**Excerpted data**:
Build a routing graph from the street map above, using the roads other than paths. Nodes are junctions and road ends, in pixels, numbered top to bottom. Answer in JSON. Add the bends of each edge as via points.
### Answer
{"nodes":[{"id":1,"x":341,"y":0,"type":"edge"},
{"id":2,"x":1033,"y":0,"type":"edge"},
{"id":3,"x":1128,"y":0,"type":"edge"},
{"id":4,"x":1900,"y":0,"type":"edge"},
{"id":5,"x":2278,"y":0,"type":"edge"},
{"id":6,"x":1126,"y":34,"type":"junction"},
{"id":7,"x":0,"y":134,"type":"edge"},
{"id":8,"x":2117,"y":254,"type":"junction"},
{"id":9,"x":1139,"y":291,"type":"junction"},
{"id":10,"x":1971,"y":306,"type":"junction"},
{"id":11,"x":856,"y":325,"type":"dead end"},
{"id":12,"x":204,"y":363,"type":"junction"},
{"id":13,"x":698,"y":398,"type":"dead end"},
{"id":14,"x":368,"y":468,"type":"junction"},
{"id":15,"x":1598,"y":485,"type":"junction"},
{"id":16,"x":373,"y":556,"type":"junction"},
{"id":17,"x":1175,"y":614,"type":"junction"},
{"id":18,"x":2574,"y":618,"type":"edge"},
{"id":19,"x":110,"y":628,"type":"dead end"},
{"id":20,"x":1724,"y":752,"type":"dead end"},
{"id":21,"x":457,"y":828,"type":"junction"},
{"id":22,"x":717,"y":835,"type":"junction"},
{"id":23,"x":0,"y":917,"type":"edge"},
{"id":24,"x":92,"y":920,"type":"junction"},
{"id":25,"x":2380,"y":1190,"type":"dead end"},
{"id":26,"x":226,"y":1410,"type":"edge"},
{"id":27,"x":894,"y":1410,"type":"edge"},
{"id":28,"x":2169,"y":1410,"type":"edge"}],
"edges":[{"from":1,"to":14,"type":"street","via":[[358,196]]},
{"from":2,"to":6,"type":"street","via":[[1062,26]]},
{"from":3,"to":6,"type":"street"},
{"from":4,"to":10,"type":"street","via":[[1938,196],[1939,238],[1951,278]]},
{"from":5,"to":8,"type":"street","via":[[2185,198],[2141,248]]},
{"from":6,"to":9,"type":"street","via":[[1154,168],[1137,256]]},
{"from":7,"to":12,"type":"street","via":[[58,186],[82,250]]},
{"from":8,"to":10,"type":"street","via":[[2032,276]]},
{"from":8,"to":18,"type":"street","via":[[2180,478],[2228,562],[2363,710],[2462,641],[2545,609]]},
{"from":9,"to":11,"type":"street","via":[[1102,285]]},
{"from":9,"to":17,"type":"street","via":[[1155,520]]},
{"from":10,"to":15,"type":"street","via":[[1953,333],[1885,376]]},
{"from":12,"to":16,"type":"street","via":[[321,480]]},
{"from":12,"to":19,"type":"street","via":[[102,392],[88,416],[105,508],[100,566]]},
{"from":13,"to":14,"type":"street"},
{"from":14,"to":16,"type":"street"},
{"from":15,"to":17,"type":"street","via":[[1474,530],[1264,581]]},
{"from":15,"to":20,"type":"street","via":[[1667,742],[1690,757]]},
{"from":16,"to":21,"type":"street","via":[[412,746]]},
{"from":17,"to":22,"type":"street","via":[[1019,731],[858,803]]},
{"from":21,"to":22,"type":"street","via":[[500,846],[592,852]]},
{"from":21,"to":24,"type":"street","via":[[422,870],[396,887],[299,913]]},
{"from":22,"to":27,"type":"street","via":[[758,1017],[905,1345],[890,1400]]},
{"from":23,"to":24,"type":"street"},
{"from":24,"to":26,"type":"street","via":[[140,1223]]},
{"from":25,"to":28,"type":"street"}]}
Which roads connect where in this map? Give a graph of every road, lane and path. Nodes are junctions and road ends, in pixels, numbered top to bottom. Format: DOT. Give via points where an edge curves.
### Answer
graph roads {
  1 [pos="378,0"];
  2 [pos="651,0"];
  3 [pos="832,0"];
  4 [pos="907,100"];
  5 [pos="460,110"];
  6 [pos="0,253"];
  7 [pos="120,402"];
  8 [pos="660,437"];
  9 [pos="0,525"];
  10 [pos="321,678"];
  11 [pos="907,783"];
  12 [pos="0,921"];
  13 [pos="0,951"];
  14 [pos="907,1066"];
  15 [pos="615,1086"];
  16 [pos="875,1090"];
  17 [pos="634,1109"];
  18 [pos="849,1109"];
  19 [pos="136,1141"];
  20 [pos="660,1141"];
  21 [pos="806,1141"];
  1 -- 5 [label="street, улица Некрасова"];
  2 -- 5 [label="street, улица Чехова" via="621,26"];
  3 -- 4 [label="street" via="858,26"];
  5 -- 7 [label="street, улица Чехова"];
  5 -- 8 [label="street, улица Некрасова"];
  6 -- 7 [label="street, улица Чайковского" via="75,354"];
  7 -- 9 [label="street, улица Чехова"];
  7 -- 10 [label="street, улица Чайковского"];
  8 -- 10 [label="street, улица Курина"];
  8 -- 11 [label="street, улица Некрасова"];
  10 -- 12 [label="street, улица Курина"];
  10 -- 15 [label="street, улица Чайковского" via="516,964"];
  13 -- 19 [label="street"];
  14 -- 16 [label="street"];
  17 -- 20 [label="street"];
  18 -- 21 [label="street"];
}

**Task prompt**: Above are some records; repeat all of them exactly.

**Response**:
Build a routing graph from the street map above, using the roads other than paths. Nodes are junctions and road ends, in pixels, numbered top to bottom. Answer in JSON. Add the bends of each edge as via points.
### Answer
{"nodes":[{"id":1,"x":341,"y":0,"type":"edge"},
{"id":2,"x":1033,"y":0,"type":"edge"},
{"id":3,"x":1128,"y":0,"type":"edge"},
{"id":4,"x":1900,"y":0,"type":"edge"},
{"id":5,"x":2278,"y":0,"type":"edge"},
{"id":6,"x":1126,"y":34,"type":"junction"},
{"id":7,"x":0,"y":134,"type":"edge"},
{"id":8,"x":2117,"y":254,"type":"junction"},
{"id":9,"x":1139,"y":291,"type":"junction"},
{"id":10,"x":1971,"y":306,"type":"junction"},
{"id":11,"x":856,"y":325,"type":"dead end"},
{"id":12,"x":204,"y":363,"type":"junction"},
{"id":13,"x":698,"y":398,"type":"dead end"},
{"id":14,"x":368,"y":468,"type":"junction"},
{"id":15,"x":1598,"y":485,"type":"junction"},
{"id":16,"x":373,"y":556,"type":"junction"},
{"id":17,"x":1175,"y":614,"type":"junction"},
{"id":18,"x":2574,"y":618,"type":"edge"},
{"id":19,"x":110,"y":628,"type":"dead end"},
{"id":20,"x":1724,"y":752,"type":"dead end"},
{"id":21,"x":457,"y":828,"type":"junction"},
{"id":22,"x":717,"y":835,"type":"junction"},
{"id":23,"x":0,"y":917,"type":"edge"},
{"id":24,"x":92,"y":920,"type":"junction"},
{"id":25,"x":2380,"y":1190,"type":"dead end"},
{"id":26,"x":226,"y":1410,"type":"edge"},
{"id":27,"x":894,"y":1410,"type":"edge"},
{"id":28,"x":2169,"y":1410,"type":"edge"}],
"edges":[{"from":1,"to":14,"type":"street","via":[[358,196]]},
{"from":2,"to":6,"type":"street","via":[[1062,26]]},
{"from":3,"to":6,"type":"street"},
{"from":4,"to":10,"type":"street","via":[[1938,196],[1939,238],[1951,278]]},
{"from":5,"to":8,"type":"street","via":[[2185,198],[2141,248]]},
{"from":6,"to":9,"type":"street","via":[[1154,168],[1137,256]]},
{"from":7,"to":12,"type":"street","via":[[58,186],[82,250]]},
{"from":8,"to":10,"type":"street","via":[[2032,276]]},
{"from":8,"to":18,"type":"street","via":[[2180,478],[2228,562],[2363,710],[2462,641],[2545,609]]},
{"from":9,"to":11,"type":"street","via":[[1102,285]]},
{"from":9,"to":17,"type":"street","via":[[1155,520]]},
{"from":10,"to":15,"type":"street","via":[[1953,333],[1885,376]]},
{"from":12,"to":16,"type":"street","via":[[321,480]]},
{"from":12,"to":19,"type":"street","via":[[102,392],[88,416],[105,508],[100,566]]},
{"from":13,"to":14,"type":"street"},
{"from":14,"to":16,"type":"street"},
{"from":15,"to":17,"type":"street","via":[[1474,530],[1264,581]]},
{"from":15,"to":20,"type":"street","via":[[1667,742],[1690,757]]},
{"from":16,"to":21,"type":"street","via":[[412,746]]},
{"from":17,"to":22,"type":"street","via":[[1019,731],[858,803]]},
{"from":21,"to":22,"type":"street","via":[[500,846],[592,852]]},
{"from":21,"to":24,"type":"street","via":[[422,870],[396,887],[299,913]]},
{"from":22,"to":27,"type":"street","via":[[758,1017],[905,1345],[890,1400]]},
{"from":23,"to":24,"type":"street"},
{"from":24,"to":26,"type":"street","via":[[140,1223]]},
{"from":25,"to":28,"type":"street"}]}
Which roads connect where in this map? Give a graph of every road, lane and path. Nodes are junctions and road ends, in pixels, numbered top to bottom. Format: DOT. Give via points where an edge curves.
### Answer
graph roads {
  1 [pos="378,0"];
  2 [pos="651,0"];
  3 [pos="832,0"];
  4 [pos="907,100"];
  5 [pos="460,110"];
  6 [pos="0,253"];
  7 [pos="120,402"];
  8 [pos="660,437"];
  9 [pos="0,525"];
  10 [pos="321,678"];
  11 [pos="907,783"];
  12 [pos="0,921"];
  13 [pos="0,951"];
  14 [pos="907,1066"];
  15 [pos="615,1086"];
  16 [pos="875,1090"];
  17 [pos="634,1109"];
  18 [pos="849,1109"];
  19 [pos="136,1141"];
  20 [pos="660,1141"];
  21 [pos="806,1141"];
  1 -- 5 [label="street, улица Некрасова"];
  2 -- 5 [label="street, улица Чехова" via="621,26"];
  3 -- 4 [label="street" via="858,26"];
  5 -- 7 [label="street, улица Чехова"];
  5 -- 8 [label="street, улица Некрасова"];
  6 -- 7 [label="street, улица Чайковского" via="75,354"];
  7 -- 9 [label="street, улица Чехова"];
  7 -- 10 [label="street, улица Чайковского"];
  8 -- 10 [label="street, улица Курина"];
  8 -- 11 [label="street, улица Некрасова"];
  10 -- 12 [label="street, улица Курина"];
  10 -- 15 [label="street, улица Чайковского" via="516,964"];
  13 -- 19 [label="street"];
  14 -- 16 [label="street"];
  17 -- 20 [label="street"];
  18 -- 21 [label="street"];
}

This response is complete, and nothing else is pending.